**WORK TASK**
Wherever a line in the material contains the word "strokeStyle", copy that line.

**RECORDS SHOWN**
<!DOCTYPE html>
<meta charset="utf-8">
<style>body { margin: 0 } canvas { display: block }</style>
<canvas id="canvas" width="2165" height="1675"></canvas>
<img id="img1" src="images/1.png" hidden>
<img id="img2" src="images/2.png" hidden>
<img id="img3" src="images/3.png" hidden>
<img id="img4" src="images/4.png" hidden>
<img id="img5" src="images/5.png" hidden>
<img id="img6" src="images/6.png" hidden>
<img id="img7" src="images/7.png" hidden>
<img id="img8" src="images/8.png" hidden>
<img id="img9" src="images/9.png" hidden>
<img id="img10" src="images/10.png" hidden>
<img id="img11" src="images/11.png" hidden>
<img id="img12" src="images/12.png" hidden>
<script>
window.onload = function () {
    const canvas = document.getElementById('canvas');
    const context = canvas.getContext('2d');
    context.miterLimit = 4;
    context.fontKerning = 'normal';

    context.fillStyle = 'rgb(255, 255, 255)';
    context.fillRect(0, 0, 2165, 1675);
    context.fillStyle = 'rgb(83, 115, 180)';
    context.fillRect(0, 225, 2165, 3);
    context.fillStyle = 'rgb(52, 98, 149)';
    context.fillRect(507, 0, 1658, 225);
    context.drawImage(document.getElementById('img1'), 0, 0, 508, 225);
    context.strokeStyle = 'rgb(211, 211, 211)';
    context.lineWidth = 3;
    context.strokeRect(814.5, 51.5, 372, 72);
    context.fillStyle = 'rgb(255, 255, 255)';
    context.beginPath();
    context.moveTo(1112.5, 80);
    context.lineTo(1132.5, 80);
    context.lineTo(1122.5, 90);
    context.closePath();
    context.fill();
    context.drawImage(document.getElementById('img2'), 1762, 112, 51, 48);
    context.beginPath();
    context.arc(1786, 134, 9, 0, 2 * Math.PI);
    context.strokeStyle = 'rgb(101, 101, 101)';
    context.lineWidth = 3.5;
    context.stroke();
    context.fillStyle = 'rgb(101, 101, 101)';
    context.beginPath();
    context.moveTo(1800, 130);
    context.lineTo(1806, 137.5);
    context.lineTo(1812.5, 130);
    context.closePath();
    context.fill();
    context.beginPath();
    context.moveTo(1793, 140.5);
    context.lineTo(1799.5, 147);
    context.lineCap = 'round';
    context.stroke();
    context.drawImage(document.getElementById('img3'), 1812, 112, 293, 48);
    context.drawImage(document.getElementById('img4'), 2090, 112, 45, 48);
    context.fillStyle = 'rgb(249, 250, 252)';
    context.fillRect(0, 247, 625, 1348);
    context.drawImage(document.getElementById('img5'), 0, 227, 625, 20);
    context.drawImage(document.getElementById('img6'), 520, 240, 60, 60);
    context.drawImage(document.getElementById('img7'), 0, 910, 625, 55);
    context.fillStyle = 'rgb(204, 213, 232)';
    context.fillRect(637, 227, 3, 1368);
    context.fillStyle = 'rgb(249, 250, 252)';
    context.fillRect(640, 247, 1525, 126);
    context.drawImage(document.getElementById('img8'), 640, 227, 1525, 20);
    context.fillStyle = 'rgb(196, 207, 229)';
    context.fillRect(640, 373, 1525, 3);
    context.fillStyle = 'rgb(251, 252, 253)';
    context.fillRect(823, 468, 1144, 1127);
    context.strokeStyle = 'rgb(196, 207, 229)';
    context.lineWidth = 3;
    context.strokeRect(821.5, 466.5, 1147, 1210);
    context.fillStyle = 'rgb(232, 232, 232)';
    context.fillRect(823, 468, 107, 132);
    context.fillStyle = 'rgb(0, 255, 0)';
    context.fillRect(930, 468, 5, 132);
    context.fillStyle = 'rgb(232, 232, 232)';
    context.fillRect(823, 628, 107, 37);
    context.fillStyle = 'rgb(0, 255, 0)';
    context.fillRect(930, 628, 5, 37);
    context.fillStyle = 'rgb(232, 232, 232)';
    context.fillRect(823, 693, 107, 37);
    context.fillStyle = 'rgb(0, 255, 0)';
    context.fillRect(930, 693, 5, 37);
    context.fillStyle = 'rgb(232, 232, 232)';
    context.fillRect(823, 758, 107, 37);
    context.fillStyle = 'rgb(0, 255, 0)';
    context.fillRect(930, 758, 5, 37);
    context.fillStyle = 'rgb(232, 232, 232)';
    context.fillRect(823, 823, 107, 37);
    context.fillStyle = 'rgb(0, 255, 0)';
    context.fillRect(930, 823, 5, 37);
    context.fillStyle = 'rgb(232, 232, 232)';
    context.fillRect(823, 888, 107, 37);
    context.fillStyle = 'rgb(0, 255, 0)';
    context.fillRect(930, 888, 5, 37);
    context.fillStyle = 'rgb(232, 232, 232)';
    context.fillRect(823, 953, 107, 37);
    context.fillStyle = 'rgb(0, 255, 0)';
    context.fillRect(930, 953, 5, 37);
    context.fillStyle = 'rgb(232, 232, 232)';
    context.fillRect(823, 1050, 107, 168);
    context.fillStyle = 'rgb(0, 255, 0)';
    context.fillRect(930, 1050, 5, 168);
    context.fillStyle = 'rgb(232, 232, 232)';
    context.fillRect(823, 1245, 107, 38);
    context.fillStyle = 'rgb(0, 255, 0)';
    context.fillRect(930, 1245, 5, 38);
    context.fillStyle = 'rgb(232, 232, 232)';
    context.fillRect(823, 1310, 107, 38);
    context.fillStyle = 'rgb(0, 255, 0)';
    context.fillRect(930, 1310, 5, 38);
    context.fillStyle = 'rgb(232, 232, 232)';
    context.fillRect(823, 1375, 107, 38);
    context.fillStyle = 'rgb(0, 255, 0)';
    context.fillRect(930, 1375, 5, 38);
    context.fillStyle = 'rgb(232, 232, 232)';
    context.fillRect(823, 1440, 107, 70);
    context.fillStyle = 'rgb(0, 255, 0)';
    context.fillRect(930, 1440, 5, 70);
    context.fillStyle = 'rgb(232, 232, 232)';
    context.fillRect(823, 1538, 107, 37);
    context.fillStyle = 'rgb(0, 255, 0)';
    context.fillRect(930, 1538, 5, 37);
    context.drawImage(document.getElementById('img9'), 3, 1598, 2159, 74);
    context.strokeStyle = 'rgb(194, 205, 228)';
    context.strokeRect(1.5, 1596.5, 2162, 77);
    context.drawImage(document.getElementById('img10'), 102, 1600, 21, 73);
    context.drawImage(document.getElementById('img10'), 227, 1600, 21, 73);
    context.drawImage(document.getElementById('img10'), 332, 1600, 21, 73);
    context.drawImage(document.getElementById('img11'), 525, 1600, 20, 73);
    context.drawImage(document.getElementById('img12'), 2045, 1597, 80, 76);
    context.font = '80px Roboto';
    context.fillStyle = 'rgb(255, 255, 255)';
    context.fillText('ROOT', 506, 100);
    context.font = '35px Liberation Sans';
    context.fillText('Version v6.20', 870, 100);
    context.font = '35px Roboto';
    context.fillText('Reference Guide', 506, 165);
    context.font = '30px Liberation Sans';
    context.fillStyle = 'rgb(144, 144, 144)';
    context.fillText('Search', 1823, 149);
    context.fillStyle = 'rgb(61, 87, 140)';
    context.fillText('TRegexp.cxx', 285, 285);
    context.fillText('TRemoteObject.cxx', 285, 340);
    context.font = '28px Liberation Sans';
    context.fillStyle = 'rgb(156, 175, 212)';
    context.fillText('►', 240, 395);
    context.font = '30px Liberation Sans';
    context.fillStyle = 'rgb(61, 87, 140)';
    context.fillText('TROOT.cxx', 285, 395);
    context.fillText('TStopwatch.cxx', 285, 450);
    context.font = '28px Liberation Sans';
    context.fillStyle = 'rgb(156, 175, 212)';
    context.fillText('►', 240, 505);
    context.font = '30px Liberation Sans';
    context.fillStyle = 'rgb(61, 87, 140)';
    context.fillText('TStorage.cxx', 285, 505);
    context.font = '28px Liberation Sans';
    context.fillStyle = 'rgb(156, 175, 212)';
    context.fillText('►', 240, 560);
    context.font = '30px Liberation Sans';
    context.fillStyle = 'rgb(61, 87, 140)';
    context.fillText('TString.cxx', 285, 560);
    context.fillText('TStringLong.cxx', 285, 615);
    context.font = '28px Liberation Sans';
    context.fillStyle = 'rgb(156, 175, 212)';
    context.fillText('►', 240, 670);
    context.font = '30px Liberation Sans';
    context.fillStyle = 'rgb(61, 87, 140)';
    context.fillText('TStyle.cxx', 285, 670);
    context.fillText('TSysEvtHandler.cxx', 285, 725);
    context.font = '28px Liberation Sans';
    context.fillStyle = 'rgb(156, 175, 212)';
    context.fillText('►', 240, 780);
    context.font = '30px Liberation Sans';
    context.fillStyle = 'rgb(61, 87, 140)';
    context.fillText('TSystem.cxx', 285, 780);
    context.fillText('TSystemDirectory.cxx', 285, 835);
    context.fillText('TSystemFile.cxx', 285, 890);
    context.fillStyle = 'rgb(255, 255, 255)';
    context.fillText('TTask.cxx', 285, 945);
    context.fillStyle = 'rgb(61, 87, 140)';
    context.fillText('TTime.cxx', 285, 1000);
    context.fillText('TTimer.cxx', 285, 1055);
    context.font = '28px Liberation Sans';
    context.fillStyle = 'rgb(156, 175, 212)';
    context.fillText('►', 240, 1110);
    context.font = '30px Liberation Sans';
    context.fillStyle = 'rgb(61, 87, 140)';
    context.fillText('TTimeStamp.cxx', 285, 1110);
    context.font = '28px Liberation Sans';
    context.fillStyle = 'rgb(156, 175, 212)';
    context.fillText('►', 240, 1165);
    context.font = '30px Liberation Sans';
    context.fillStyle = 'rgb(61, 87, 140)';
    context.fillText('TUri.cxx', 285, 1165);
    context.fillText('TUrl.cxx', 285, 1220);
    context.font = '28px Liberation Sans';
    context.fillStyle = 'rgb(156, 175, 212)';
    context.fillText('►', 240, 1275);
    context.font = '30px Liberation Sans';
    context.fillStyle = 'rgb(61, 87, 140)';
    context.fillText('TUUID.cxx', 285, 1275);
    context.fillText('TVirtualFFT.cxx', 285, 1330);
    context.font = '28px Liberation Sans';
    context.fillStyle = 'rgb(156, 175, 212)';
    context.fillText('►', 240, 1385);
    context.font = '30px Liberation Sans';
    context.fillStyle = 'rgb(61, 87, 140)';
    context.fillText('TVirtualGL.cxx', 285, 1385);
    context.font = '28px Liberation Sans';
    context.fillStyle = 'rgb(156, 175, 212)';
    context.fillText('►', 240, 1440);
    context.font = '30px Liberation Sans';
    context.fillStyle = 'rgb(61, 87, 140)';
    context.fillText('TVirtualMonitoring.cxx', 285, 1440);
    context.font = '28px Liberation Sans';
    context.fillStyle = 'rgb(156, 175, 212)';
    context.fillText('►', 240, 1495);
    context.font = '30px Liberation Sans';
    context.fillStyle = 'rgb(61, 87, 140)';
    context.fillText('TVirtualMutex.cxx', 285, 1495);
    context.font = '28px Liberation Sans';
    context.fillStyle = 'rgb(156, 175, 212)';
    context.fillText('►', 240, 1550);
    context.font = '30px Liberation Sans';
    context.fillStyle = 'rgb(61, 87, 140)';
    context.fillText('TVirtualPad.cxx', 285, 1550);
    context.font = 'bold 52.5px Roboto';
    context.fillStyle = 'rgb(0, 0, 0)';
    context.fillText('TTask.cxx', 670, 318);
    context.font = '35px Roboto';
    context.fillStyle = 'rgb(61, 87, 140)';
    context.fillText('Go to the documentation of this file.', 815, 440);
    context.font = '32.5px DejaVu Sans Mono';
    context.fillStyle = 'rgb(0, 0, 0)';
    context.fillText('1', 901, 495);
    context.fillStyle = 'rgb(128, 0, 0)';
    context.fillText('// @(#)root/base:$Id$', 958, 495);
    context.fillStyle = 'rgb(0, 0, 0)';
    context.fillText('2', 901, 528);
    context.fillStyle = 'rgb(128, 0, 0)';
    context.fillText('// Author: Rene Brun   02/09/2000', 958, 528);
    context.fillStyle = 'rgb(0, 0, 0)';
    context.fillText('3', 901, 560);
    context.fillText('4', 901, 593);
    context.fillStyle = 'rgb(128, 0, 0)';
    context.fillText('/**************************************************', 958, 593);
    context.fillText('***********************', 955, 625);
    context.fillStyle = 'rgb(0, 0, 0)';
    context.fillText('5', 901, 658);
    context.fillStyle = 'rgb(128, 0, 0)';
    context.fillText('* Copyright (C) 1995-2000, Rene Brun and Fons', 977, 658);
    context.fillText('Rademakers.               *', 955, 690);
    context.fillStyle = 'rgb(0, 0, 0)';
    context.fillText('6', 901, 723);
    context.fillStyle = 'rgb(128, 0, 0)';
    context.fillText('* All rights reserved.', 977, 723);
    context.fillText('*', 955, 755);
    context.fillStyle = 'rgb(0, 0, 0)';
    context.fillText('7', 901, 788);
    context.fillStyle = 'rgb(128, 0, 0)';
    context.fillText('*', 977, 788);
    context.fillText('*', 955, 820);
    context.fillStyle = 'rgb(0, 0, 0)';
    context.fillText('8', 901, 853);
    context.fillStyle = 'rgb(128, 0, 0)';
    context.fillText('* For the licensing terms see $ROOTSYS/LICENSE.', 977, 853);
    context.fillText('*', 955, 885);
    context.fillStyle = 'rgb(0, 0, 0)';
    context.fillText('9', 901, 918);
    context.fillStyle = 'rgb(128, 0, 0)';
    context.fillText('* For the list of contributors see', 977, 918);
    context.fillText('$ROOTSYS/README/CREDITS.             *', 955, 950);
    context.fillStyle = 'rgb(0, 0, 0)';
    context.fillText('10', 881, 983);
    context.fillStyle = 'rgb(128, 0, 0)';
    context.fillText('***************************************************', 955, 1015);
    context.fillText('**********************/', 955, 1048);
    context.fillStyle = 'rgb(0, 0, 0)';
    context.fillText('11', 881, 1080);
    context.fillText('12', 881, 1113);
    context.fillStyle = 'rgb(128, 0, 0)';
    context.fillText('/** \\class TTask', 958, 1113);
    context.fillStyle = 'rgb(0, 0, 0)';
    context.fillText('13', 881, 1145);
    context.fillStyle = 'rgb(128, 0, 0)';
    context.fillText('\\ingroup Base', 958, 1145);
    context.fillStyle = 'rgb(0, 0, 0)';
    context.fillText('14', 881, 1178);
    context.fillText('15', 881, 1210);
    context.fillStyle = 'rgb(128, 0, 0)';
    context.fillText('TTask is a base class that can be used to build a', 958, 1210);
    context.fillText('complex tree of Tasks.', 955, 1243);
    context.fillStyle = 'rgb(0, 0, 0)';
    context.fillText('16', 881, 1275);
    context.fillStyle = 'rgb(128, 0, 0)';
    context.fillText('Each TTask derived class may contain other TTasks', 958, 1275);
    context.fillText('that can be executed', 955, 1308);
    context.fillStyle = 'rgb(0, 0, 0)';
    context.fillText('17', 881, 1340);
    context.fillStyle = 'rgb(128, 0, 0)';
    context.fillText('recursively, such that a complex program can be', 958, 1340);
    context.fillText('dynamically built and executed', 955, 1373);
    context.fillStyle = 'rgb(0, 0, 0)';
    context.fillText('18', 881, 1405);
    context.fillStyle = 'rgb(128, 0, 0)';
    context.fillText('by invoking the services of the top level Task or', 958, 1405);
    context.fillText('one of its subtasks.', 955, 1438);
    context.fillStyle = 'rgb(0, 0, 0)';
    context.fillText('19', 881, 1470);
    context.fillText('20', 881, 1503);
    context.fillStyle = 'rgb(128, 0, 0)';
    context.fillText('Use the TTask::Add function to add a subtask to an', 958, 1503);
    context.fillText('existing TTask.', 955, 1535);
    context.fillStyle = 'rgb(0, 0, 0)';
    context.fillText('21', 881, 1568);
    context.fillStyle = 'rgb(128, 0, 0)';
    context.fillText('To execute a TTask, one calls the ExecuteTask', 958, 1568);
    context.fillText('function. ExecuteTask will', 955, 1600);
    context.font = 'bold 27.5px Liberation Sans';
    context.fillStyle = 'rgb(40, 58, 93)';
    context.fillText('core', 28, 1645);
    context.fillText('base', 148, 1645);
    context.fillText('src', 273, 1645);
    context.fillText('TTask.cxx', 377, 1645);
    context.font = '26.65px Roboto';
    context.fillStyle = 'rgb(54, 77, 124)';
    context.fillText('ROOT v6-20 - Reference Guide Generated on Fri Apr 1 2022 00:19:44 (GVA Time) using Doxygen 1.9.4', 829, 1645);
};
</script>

**ANSWER SECTION**
    context.strokeStyle = 'rgb(211, 211, 211)';
    context.strokeStyle = 'rgb(101, 101, 101)';
    context.strokeStyle = 'rgb(196, 207, 229)';
    context.strokeStyle = 'rgb(194, 205, 228)';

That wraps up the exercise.